## Task instructions
The required answer is every line of the data containing the word "main".

## Exercise data
=== Begin Enclosure ===

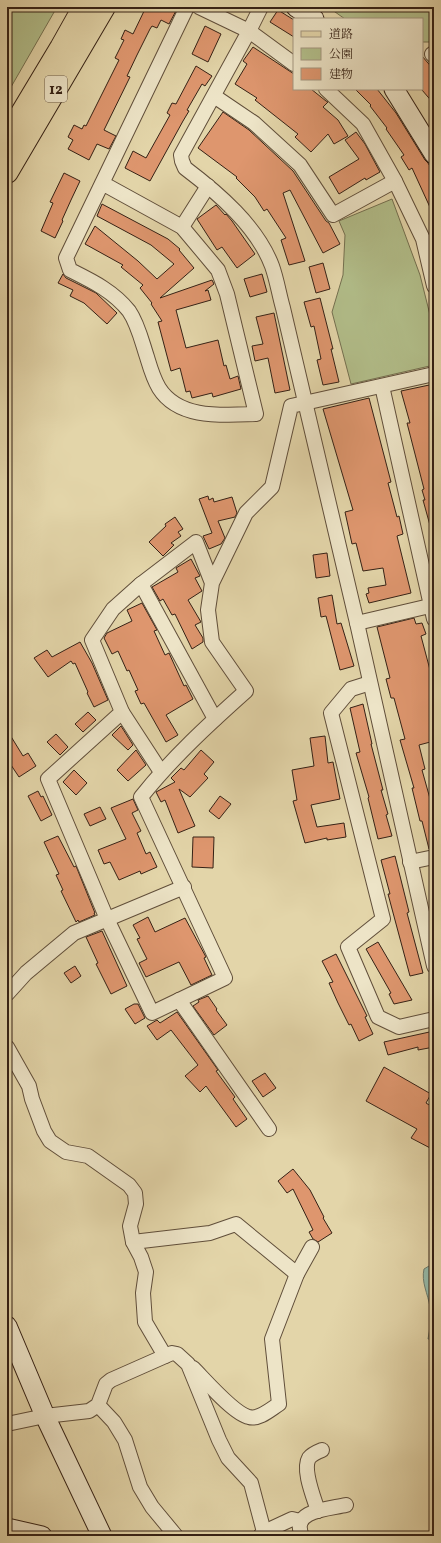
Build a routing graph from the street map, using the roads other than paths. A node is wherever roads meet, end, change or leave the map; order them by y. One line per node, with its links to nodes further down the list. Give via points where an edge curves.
1 (84, 7): 15 (main road, 12)
2 (104, 7): 17 (main road, 12)
3 (187, 7): 19 (street)
4 (199, 7): 8 (street)
5 (261, 7): 8 (street)
6 (296, 7): 7 (street)
7 (312, 18)
8 (249, 31): 11 (street); 14 (street)
9 (434, 53): 10 (street)
10 (434, 56)
11 (293, 63)
12 (327, 90): 18 (street, via 363,124)
13 (395, 90): 16 (street)
14 (214, 96): 18 (street, via 254,122 300,165 333,215); 20 (street, via 181,155 185,168)
15 (7, 138)
16 (434, 154)
17 (7, 172)
18 (395, 181): 22 (street, via 423,239)
19 (102, 184): 21 (street); 21 (street, via 66,258 70,270 99,284 130,312 158,387 173,402 192,411 213,416 256,414 227,294 218,270)
20 (208, 186): 21 (street); 25 (street, via 247,224 272,265)
21 (182, 227)
22 (434, 286)
23 (434, 374): 24 (street)
24 (382, 386): 25 (street); 28 (street)
25 (305, 402): 26 (street, via 291,406 272,487 246,513); 29 (street)
26 (212, 583): 27 (street, via 196,542); 32 (street, via 208,610 212,642 246,691)
27 (141, 584): 31 (street, via 113,609 92,640); 32 (street)
28 (433, 610): 29 (street)
29 (357, 623): 30 (street)
30 (370, 683): 35 (street); 41 (street, via 351,689 331,713 383,919 348,947 378,1017 399,1027)
31 (122, 712): 33 (street); 37 (street, via 48,779)
32 (215, 719): 33 (street)
33 (161, 772): 36 (street, via 141,797)
34 (434, 858): 35 (street)
35 (410, 862): 38 (street)
36 (184, 887): 37 (street); 40 (street, via 225,978)
37 (107, 919): 39 (street, via 74,933 26,973); 40 (street, via 152,1013)
38 (434, 966)
39 (7, 994)
40 (179, 1000): 43 (street)
41 (434, 1019)
42 (7, 1047): 44 (street, via 29,1086 44,1131 50,1141 66,1152 88,1156 135,1193 136,1204 130,1226)
43 (269, 1129)
44 (133, 1242): 46 (street, via 210,1234 236,1224); 48 (street, via 146,1272 143,1293 145,1322)
45 (312, 1247): 46 (street)
46 (297, 1274): 49 (street, via 272,1338 279,1404 260,1416 249,1417 236,1410)
47 (7, 1326): 51 (street)
48 (165, 1356): 49 (street, via 177,1354); 50 (street, via 111,1380 106,1384)
49 (188, 1364): 58 (street, via 228,1458 252,1483)
50 (98, 1405): 51 (street, via 89,1411); 61 (street, via 114,1422 125,1440 140,1487)
51 (45, 1416): 52 (street); 60 (street)
52 (7, 1424)
53 (322, 1450): 55 (street, via 309,1459 306,1469)
54 (346, 1506): 55 (street)
55 (318, 1511): 56 (street, via 304,1516)
56 (300, 1521): 58 (street, via 292,1519); 62 (street, via 299,1530)
57 (7, 1528): 59 (street)
58 (262, 1534)
59 (42, 1536)
60 (102, 1536)
61 (176, 1536)
62 (302, 1536)

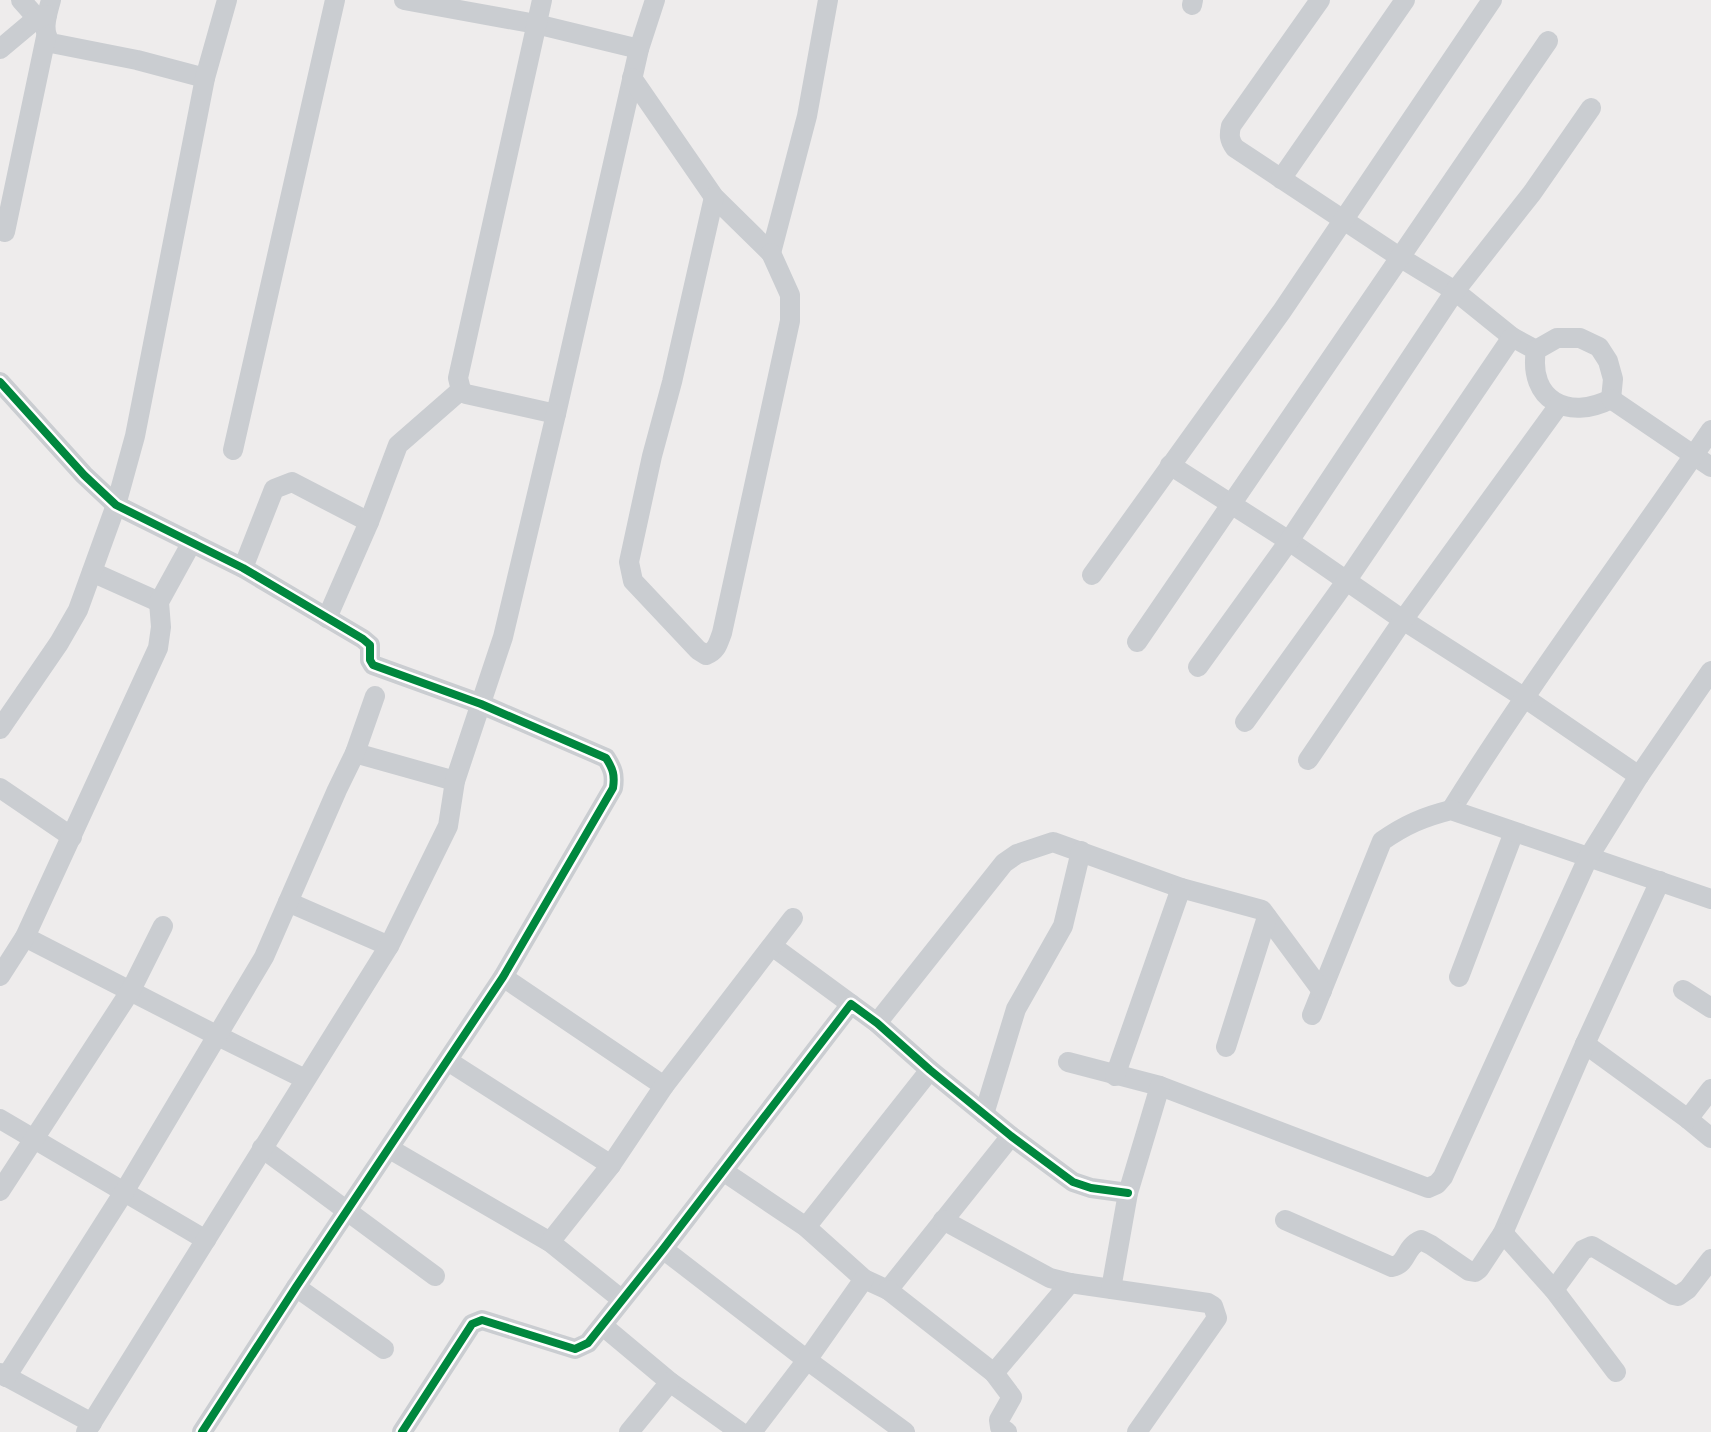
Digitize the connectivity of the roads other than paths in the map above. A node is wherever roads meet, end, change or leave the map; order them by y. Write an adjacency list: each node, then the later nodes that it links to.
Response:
1 (21, 0): 11 (street)
2 (227, 0): 17 (street)
3 (335, 0): 35 (street)
4 (404, 0): 12 (street)
5 (542, 0): 12 (street)
6 (655, 0): 16 (street)
7 (824, 0): 24 (street)
8 (1320, 0): 20 (street)
9 (1405, 0): 20 (street)
10 (1492, 0): 22 (street)
11 (45, 11): 13 (street); 15 (street)
12 (536, 24): 16 (street); 30 (street)
13 (46, 37): 17 (street); 23 (street)
14 (1548, 41): 25 (street)
15 (0, 49)
16 (639, 49): 18 (street)
17 (205, 78): 39 (street)
18 (632, 78): 21 (street); 33 (street)
19 (1591, 108): 26 (street)
20 (1281, 179): 22 (street)
21 (714, 197): 24 (street); 24 (street)
22 (1342, 219): 25 (street); 37 (street)
23 (5, 232)
24 (771, 253)
25 (1401, 258): 26 (street); 38 (street)
26 (1455, 291): 27 (street); 41 (street)
27 (1512, 337): 28 (street); 46 (street)
28 (1536, 350): 31 (street); 32 (street)
29 (0, 382): 39 (street)
30 (461, 390): 33 (street); 40 (street)
31 (1611, 399): 32 (street); 36 (street)
32 (1559, 405): 49 (street)
33 (556, 414): 55 (street)
34 (1711, 430): 36 (street)
35 (233, 450)
36 (1702, 461): 54 (street)
37 (1170, 465): 38 (street); 45 (street)
38 (1233, 504): 41 (street); 50 (street)
39 (116, 505): 42 (street); 44 (street)
40 (369, 522): 43 (street); 48 (street)
41 (1289, 541): 46 (street); 51 (street)
42 (192, 542): 43 (street); 47 (street)
43 (243, 568): 48 (street)
44 (92, 572): 47 (street); 57 (street)
45 (1092, 575)
46 (1347, 580): 49 (street); 56 (street)
47 (159, 602): 65 (street)
48 (327, 618): 55 (street)
49 (1403, 620): 54 (street); 59 (street)
50 (1137, 642)
51 (1198, 667)
52 (1711, 671): 60 (street)
53 (375, 696): 58 (street)
54 (1525, 698): 60 (street); 63 (street)
55 (481, 704): 61 (street); 79 (street)
56 (1245, 722)
57 (0, 729)
58 (355, 753): 61 (street); 71 (street)
59 (1308, 760)
60 (1639, 776): 67 (street)
61 (455, 781): 76 (street)
62 (0, 788): 65 (street)
63 (1451, 810): 64 (street); 83 (street)
64 (1514, 832): 67 (street); 80 (street)
65 (72, 837): 75 (street)
66 (1081, 851): 69 (street); 87 (street); 99 (street)
67 (1588, 858): 68 (street); 97 (street)
68 (1660, 881): 70 (street); 89 (street)
69 (1181, 888): 72 (street); 94 (street)
70 (1711, 899)
71 (288, 902): 76 (street); 88 (street)
72 (1267, 917): 83 (street); 90 (street)
73 (793, 918): 77 (street)
74 (163, 926): 81 (street)
75 (25, 937): 78 (street); 81 (street)
76 (389, 946): 95 (street)
77 (772, 946): 84 (street); 96 (street)
78 (0, 976)
79 (503, 977): 91 (street); 96 (street)
80 (1459, 977)
81 (131, 990): 88 (street); 104 (street)
82 (1683, 990): 85 (street)
83 (1322, 991): 86 (street)
84 (851, 1004): 87 (street); 108 (street)
85 (1711, 1008)
86 (1312, 1015)
87 (877, 1023): 93 (street)
88 (218, 1036): 95 (street); 110 (street)
89 (1585, 1044): 101 (street); 116 (street)
90 (1226, 1047)
91 (448, 1061): 106 (street); 107 (street)
92 (1068, 1062): 94 (street)
93 (930, 1070): 99 (street); 115 (street)
94 (1115, 1076): 97 (street)
95 (305, 1079): 105 (street)
96 (664, 1086): 107 (street)
97 (1160, 1086): 111 (street)
98 (1711, 1089): 101 (street)
99 (984, 1114): 102 (street)
100 (0, 1119): 104 (street)
101 (1688, 1119): 103 (street)
102 (1011, 1136): 111 (street); 113 (street)
103 (1711, 1138)
104 (34, 1139): 109 (street); 110 (street)
105 (262, 1148): 112 (street); 117 (street)
106 (390, 1149): 112 (street); 118 (street)
107 (611, 1165): 118 (street)
108 (723, 1171): 115 (street); 119 (street)
109 (0, 1191)
110 (124, 1192): 117 (street); 134 (street)
111 (1128, 1193): 125 (street)
112 (348, 1210): 121 (street); 124 (street)
113 (943, 1220): 123 (street); 126 (street)
114 (1285, 1220): 116 (street)
115 (806, 1227): 122 (street)
116 (1503, 1233): 127 (street)
117 (206, 1240): 136 (street)
118 (550, 1242): 128 (street)
119 (663, 1249): 128 (street); 131 (street)
120 (1711, 1259): 127 (street)
121 (435, 1276)
122 (864, 1279): 126 (street); 131 (street)
123 (1070, 1283): 125 (street); 133 (street)
124 (296, 1287): 130 (street); 138 (street)
125 (1111, 1289): 137 (street)
126 (888, 1290): 133 (street)
127 (1554, 1290): 132 (street)
128 (621, 1299): 129 (street)
129 (603, 1326): 135 (street); 139 (street)
130 (384, 1349)
131 (807, 1360): 142 (street); 143 (street)
132 (1616, 1372)
133 (994, 1373): 144 (street)
134 (3, 1375): 136 (street)
135 (670, 1382): 140 (street); 141 (street)
136 (89, 1427)
137 (1140, 1431)
138 (202, 1432)
139 (402, 1432)
140 (629, 1432)
141 (740, 1432)
142 (752, 1432)
143 (905, 1432)
144 (1007, 1432)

=== End Enclosure ===

## Result of this task
1 (84, 7): 15 (main road, 12)
2 (104, 7): 17 (main road, 12)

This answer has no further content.